In my opinion, source diving and using spoilers aren't cheating, if only because the games are so thoroughly randomized. You can know everything about your inventory, but one misstep and you're toast. Any ascension is as much a matter of luck as it is of skill.

> Juiblex, the faceless evil, on dungeon level level 2.

LOL! Wands of polymorph can result in interesting monsters showing up in early-level bones files. Nothing like waltzing down to level 3 and getting digested by a purple worm named Spud...


> Any ascension is as much a matter of luck as it is of skill.

There are people who can consistently ascend on nearly every run, if they pick a favorable class.

It requires extremely careful play and encyclopedic knowledge of all the little tricks to avoid danger. There are a lot of them in the game, and so long as you remember that the game is turn-based and that so long as you are careful, you can almost always just leave if things look hairy.


<raises hand>

I played Nethack a lot during school. The only obstacles to ascending any character were my free time, patience, ability to stay focused, and occassionally the unfavorable early-game RNG.


When I was a student, a lot of people played on one guy’s machine. I got lucky with a polymorph trap and by dog became a Xorn.

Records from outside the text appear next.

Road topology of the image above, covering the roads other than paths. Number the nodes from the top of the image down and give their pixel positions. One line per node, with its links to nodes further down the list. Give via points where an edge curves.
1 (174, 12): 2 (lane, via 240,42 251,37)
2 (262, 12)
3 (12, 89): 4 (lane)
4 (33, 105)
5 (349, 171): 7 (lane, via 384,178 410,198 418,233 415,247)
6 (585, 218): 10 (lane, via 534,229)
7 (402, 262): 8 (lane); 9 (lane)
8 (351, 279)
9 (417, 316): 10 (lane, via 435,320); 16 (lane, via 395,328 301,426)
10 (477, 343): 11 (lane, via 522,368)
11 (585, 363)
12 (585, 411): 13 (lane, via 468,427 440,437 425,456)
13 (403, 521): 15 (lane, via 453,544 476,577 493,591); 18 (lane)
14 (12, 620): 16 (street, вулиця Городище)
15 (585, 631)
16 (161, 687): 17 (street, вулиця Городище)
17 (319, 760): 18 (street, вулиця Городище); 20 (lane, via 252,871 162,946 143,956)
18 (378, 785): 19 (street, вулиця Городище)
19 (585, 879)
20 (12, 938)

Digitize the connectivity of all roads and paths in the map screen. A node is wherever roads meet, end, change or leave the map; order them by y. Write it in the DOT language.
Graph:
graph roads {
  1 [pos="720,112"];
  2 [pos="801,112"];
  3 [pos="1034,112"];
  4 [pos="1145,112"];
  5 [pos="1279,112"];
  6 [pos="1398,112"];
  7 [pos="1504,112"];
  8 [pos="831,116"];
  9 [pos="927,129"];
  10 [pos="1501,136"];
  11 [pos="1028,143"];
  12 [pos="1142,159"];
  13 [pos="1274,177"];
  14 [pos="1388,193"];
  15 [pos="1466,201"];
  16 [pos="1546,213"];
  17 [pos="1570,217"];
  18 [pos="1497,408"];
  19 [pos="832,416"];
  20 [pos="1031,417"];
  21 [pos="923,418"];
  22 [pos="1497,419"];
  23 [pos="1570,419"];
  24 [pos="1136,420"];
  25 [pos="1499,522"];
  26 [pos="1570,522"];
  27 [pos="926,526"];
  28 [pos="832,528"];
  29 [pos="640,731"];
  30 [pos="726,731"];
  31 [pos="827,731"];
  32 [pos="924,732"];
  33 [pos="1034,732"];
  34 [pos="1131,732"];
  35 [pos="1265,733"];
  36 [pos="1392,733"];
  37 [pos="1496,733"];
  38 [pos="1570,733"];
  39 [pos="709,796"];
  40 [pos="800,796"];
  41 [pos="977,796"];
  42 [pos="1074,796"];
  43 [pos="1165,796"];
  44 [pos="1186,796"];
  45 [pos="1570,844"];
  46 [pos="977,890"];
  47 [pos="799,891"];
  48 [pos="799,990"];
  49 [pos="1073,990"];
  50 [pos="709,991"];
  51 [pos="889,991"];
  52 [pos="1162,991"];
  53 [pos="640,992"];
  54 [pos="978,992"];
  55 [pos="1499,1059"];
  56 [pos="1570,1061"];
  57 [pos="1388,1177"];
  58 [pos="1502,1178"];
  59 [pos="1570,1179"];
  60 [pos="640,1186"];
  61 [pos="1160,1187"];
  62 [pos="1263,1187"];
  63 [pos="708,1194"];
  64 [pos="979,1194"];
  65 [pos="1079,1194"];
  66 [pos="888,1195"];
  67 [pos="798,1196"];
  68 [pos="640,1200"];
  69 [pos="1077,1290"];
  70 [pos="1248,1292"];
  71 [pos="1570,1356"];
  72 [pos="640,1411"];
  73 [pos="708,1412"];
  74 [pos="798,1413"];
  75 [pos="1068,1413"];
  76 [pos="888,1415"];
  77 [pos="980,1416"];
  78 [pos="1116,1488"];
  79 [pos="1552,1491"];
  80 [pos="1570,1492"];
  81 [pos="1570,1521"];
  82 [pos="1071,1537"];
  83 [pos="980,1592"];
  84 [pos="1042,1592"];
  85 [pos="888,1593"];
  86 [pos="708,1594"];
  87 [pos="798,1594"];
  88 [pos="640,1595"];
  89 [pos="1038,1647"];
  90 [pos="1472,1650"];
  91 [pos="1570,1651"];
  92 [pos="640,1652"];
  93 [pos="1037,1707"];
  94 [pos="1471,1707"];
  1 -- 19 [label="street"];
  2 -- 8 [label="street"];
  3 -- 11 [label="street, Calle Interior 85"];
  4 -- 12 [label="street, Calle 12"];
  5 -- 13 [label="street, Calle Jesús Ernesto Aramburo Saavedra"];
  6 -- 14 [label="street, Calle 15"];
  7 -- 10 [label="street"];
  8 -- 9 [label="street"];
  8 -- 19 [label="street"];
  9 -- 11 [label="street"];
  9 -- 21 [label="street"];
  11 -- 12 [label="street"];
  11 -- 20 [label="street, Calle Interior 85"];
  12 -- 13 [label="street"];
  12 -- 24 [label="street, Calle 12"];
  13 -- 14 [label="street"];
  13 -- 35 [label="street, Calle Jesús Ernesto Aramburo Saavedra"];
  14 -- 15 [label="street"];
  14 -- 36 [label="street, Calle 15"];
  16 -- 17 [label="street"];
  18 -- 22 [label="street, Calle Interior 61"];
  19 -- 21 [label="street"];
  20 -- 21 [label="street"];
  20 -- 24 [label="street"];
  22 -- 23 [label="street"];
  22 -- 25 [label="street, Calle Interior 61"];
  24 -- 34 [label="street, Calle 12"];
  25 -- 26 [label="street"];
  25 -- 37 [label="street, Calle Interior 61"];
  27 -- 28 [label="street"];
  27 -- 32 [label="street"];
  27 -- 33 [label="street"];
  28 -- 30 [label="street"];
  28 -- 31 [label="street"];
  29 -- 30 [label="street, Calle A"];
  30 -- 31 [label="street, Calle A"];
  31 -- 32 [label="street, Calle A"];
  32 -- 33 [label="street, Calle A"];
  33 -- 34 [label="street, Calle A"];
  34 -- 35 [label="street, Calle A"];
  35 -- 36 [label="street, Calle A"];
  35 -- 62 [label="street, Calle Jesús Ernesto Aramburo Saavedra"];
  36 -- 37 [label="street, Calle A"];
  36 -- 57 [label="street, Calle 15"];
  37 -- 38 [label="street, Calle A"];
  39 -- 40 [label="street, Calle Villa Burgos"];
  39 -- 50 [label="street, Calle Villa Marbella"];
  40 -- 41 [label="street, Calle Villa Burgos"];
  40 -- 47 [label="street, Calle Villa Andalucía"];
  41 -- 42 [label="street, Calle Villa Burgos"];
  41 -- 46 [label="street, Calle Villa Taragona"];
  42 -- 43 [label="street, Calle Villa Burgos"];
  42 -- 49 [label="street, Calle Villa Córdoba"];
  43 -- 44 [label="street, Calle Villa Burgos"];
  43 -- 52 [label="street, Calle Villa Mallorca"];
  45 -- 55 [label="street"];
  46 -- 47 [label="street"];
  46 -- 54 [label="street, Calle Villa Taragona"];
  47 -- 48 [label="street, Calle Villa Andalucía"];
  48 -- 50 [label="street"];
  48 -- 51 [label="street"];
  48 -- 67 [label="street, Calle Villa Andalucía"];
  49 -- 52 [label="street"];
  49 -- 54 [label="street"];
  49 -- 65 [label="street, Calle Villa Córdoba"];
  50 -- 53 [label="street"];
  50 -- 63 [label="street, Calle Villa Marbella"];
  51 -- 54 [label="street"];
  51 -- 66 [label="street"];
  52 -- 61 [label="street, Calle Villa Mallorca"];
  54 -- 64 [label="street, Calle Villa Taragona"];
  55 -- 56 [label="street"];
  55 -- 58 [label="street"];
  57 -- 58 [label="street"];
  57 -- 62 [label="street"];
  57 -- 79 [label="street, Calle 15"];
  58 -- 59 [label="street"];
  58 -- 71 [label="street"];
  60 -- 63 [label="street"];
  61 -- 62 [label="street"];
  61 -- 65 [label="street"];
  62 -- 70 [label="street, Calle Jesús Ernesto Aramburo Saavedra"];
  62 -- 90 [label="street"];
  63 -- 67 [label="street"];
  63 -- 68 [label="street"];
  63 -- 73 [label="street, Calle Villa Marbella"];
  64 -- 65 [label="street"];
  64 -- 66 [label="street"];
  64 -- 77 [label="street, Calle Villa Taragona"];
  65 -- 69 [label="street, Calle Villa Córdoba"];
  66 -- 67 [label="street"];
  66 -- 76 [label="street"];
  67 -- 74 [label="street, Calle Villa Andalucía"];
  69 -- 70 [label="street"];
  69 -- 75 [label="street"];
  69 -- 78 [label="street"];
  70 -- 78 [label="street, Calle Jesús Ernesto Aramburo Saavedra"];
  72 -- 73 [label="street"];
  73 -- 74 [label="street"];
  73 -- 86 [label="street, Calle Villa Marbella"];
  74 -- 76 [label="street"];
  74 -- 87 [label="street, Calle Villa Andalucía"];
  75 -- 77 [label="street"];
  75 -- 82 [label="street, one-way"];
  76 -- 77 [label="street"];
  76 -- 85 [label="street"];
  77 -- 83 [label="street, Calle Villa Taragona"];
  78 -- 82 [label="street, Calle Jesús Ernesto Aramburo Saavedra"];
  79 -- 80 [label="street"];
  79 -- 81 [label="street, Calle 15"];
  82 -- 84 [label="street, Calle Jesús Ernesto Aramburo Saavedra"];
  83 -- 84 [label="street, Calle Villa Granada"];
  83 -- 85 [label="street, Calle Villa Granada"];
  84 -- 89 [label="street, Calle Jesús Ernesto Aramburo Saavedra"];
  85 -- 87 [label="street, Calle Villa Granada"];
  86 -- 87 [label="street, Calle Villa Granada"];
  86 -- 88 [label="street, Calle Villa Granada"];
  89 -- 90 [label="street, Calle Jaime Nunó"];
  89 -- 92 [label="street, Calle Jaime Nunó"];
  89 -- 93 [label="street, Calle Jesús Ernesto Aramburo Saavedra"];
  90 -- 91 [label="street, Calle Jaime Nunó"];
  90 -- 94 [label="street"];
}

Inevitably I died and that bones file became the absolute bane of the other player’s existence.

Someone finally beat it and then, of course, conscripted me to spend the next half hour trying to remember what exactly I’d dropped.


> Any ascension is as much a matter of luck as it is of skill.

Is it? Admittedly, I've only fooled around with NetHack occasionally, but from observing good players it was my impression that with encyclopedic knowledge of the game, ascending can be done pretty consistently, barring some _incredibly_ unlucky happenstance or attention-related carelessness.


I watched an extremely cool talk in college where a professor showed off some of the functionality of gdb by hooking it up to a running copy of Nethack and using it for various cheating. It was a bit over my head at the time but still felt pretty magical.